___ GIVEN ENTRIES
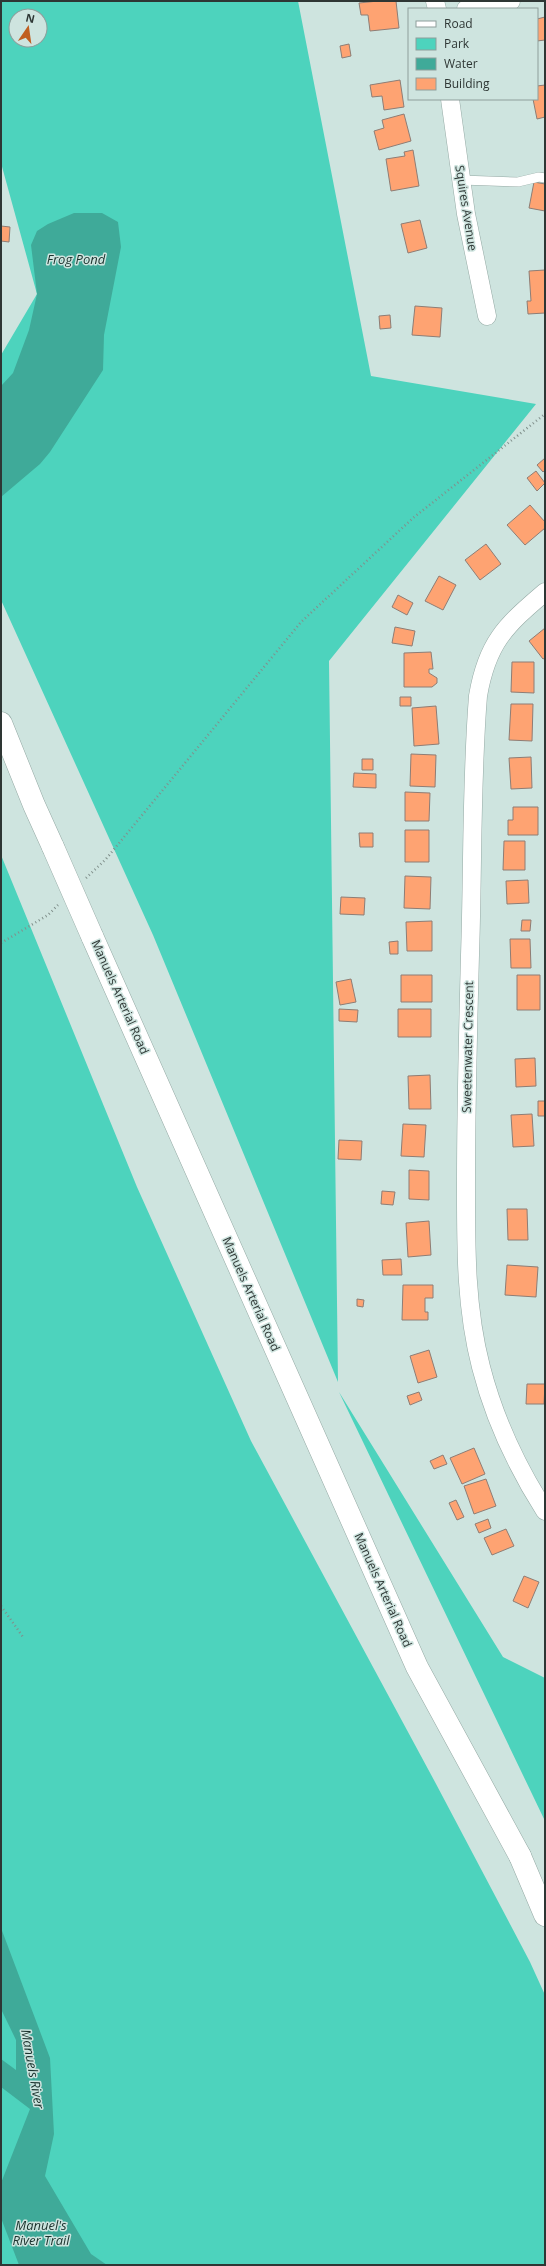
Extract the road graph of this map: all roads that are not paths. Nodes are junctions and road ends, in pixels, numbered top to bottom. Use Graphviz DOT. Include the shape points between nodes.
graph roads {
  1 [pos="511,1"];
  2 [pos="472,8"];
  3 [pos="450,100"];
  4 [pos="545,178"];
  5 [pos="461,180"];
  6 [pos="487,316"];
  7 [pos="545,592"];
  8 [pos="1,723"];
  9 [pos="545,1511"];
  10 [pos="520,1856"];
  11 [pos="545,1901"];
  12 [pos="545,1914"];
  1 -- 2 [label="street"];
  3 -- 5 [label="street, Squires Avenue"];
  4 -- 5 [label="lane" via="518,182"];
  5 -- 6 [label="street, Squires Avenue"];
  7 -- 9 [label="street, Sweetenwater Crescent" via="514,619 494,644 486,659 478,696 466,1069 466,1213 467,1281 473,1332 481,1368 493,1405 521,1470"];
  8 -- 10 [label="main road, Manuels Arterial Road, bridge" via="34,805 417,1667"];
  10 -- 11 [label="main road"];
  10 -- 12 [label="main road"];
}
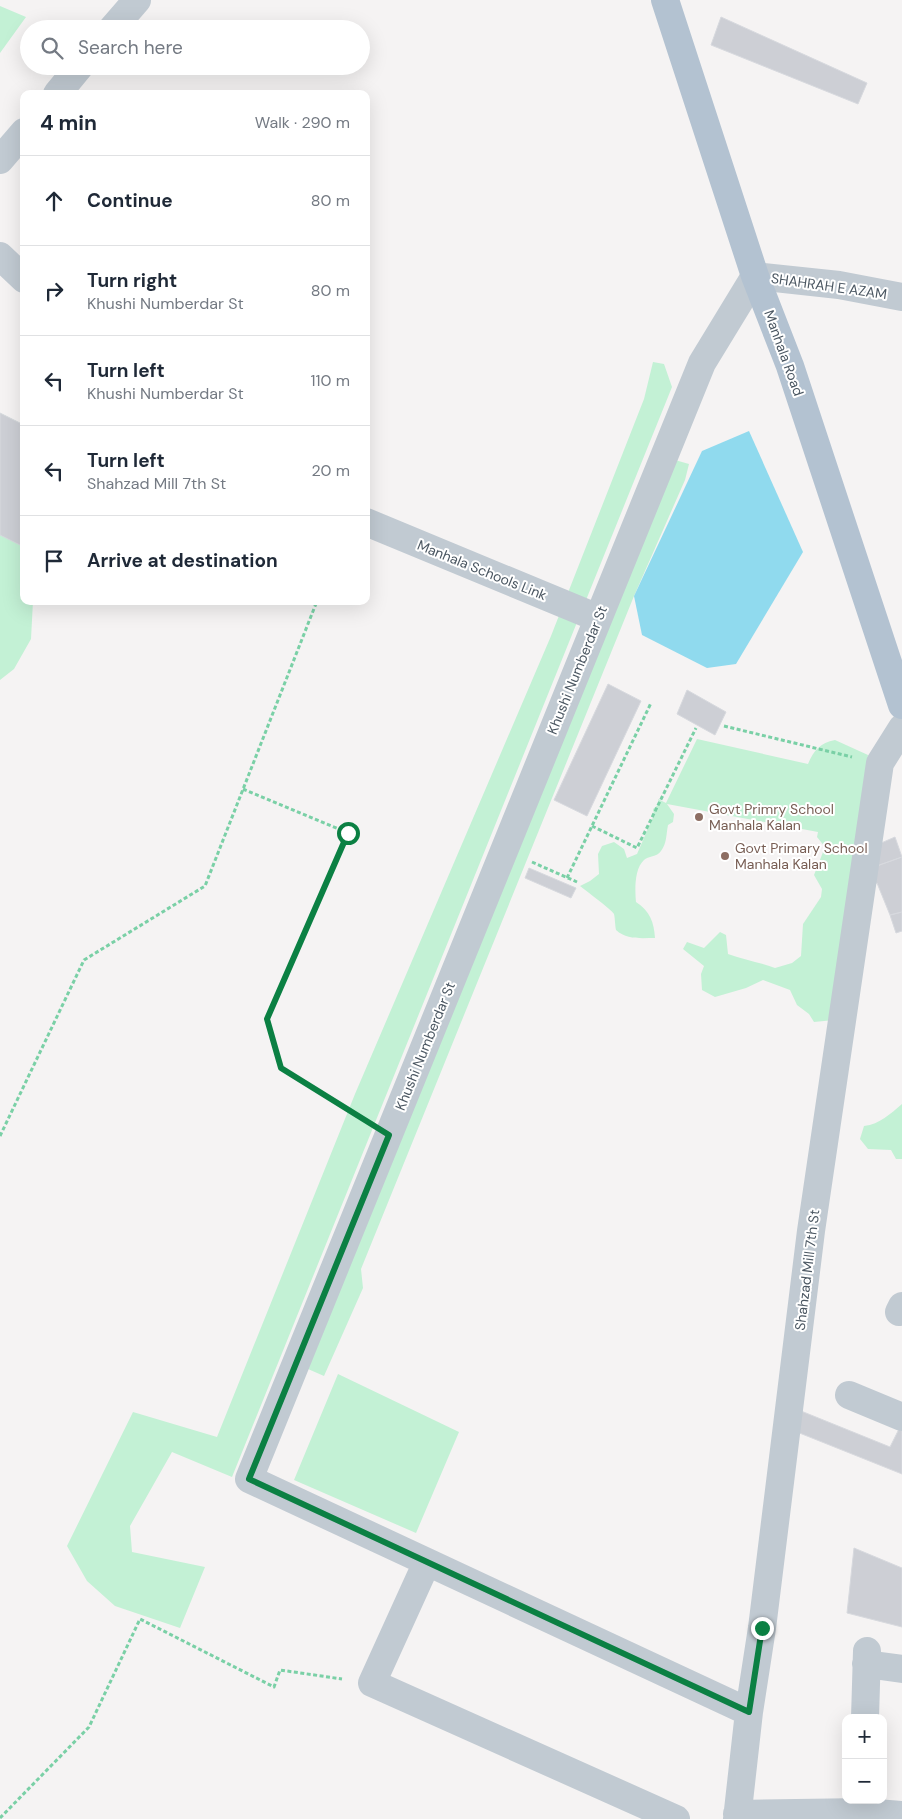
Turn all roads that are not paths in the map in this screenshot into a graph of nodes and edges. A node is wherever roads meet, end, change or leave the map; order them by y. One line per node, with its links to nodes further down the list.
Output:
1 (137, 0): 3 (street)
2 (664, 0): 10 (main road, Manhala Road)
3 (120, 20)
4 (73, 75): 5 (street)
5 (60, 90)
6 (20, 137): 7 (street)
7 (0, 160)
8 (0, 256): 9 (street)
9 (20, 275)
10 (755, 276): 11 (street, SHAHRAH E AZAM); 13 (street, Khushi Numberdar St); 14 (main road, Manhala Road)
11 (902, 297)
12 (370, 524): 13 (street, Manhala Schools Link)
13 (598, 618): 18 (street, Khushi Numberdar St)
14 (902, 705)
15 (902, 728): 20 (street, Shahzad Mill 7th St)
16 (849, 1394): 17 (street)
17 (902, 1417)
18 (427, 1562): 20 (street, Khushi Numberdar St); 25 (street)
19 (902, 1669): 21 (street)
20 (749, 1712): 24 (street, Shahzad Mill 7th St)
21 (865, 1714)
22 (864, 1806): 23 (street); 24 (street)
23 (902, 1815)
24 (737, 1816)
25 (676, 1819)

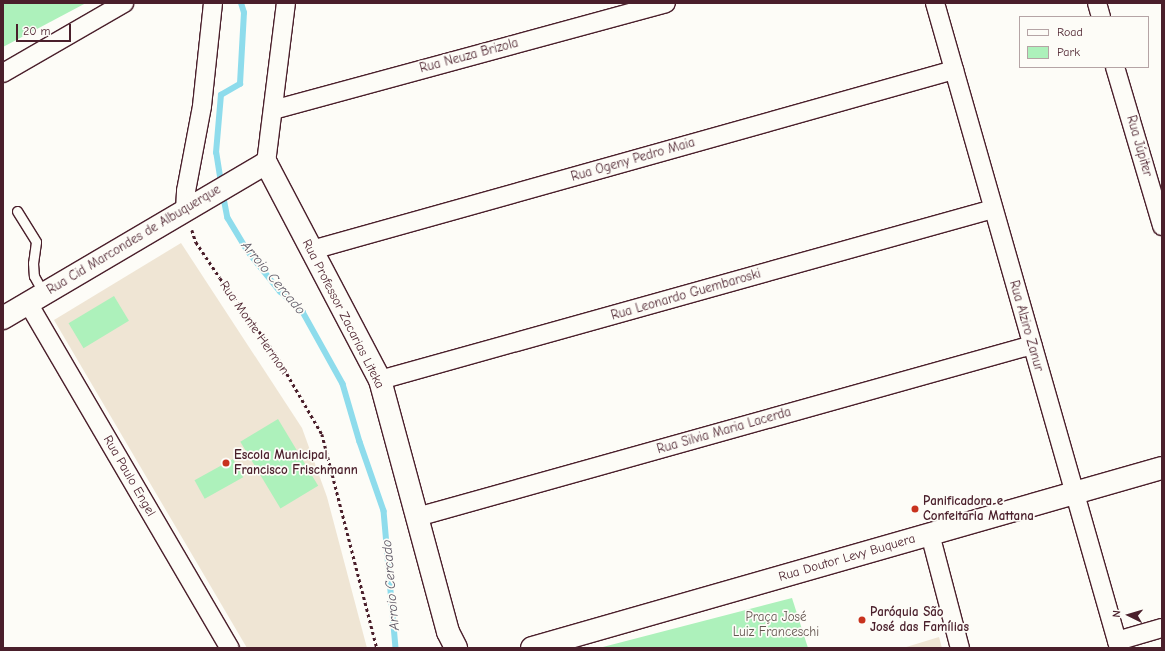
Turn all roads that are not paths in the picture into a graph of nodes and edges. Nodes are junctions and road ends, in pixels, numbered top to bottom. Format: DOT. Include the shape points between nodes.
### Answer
______
YOUR INSTRUCTIONS — Wherever a line of the records above contains the string "edges", copy that line out.

WRITTEN SOLUTION —
Turn all roads that are not paths in the map in this screenshot into a graph of nodes and edges. A node is wherever roads meet, end, change or leave the map; order them by y. One line per node, with its links to nodes further down the list.
Turn all roads that are not paths in the picture into a graph of nodes and edges. Nodes are junctions and road ends, in pixels, numbered top to bottom. Format: DOT. Include the shape points between nodes.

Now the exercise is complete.